There’s no question, the Japanese embrace the big trouser. In the UK, for every brave menswearman swishing about in large pants, there are approximately 750 blokes still stalking about in spray-on, Love Island dunce-jeans. Seemingly oblivious to this calf-sculpting style as a visual metaphor for a billion pints of dunderheaded clottery, these ‘Jack The Fucks’ with their ‘legs out for the birds’ attitude sit right on the baseline between sentience and cement. Arses, the lot of them. I dare say they could barely raise their oaken heads from the sports pages to even comprehend the appeal of these giant cords. Too thinky. Too not sexy. You can’t even see the outline of your balls.
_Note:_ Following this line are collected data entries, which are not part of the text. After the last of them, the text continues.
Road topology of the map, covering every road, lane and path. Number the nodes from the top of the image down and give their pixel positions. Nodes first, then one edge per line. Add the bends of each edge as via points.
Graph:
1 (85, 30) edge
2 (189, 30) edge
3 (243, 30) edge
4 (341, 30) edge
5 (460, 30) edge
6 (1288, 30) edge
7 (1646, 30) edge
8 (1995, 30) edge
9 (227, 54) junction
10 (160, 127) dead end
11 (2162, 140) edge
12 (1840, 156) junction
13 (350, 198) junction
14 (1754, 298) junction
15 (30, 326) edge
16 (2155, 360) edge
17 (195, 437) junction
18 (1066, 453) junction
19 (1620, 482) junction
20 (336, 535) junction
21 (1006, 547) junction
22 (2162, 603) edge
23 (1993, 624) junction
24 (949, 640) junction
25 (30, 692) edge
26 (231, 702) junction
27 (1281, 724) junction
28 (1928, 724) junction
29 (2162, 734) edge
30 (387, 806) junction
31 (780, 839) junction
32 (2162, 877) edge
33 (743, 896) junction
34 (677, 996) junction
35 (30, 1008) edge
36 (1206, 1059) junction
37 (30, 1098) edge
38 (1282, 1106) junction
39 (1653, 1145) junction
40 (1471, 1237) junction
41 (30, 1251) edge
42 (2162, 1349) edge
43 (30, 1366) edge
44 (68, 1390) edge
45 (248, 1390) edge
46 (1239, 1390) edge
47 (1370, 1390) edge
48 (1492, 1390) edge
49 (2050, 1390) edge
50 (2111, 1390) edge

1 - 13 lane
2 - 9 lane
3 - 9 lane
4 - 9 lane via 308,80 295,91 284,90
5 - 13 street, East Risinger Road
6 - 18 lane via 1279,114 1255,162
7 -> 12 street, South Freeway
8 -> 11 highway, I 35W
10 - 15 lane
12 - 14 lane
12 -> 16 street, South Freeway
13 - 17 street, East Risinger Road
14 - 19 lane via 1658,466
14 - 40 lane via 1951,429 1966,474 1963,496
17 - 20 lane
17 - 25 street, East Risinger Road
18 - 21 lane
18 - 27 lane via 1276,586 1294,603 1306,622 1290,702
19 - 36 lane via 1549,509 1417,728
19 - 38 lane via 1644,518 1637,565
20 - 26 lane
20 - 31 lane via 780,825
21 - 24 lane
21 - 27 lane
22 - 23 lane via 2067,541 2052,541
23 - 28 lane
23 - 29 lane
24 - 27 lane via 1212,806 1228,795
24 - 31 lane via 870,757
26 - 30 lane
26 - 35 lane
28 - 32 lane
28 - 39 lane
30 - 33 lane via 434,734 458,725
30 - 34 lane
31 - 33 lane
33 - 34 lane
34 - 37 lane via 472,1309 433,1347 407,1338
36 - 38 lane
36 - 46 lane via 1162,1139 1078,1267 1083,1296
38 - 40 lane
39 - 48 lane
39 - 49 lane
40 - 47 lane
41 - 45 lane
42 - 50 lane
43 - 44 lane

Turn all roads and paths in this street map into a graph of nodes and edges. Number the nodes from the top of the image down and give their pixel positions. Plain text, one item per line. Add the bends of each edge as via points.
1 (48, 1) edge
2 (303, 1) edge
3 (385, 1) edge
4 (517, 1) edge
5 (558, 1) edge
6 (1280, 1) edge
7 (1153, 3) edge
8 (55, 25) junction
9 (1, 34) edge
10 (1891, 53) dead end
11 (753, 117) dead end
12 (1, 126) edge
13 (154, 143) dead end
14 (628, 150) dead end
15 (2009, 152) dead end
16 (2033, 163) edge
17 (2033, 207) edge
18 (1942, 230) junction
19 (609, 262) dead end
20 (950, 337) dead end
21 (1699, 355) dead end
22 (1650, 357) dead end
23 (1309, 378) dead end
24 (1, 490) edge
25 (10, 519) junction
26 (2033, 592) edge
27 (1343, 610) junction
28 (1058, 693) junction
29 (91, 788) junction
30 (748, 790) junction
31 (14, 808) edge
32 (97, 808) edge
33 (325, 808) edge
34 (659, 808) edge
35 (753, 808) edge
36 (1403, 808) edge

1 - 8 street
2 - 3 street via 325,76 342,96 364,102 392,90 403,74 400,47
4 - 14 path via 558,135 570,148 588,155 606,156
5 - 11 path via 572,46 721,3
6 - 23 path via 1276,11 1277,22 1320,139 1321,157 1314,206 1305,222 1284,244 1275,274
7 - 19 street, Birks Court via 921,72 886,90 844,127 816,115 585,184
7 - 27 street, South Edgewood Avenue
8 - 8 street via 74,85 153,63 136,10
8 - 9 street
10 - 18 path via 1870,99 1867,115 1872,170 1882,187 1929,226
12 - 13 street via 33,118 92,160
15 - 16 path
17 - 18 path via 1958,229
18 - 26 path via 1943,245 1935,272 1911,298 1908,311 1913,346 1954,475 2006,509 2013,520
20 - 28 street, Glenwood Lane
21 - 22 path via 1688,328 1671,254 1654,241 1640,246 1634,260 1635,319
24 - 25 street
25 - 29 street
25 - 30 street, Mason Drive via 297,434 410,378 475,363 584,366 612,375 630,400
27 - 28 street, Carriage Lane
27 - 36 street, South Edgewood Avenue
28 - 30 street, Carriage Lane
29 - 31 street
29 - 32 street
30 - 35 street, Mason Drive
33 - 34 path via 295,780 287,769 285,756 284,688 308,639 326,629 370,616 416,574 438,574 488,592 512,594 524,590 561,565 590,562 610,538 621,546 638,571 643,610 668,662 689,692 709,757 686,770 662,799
Whether you choose the proxy service route to nabbing these Dulcamara beasts from Japanese retailer Ciacura, or you look closer to home, big is best and cord is (so I’m led to believe) happening. Of course, corduroy is always happening. It’s just that currently a number of brands that usually ignore it, are now doing it. So there you go.
Personally, I’m about the cord 365. Boxfresh, there are few fabrics to compete with its dual constituents of practicality and lustre. There’s something of the night about corduroy too. It’s not gurning with velvet and satin at a Timmy Trumpet gig . Corduroy is a Styles Upon Styles evening at Brooklyn Bazzar. Corduroy is Multi Culti down at Canavan’s. Corduroy is, dare I say it, classy. Get some. Get these. Just make them big. And if you’re feeling what I’m saying, never, ever Google a video of Timmy Trumpet. He’ll make you want to damage yourself.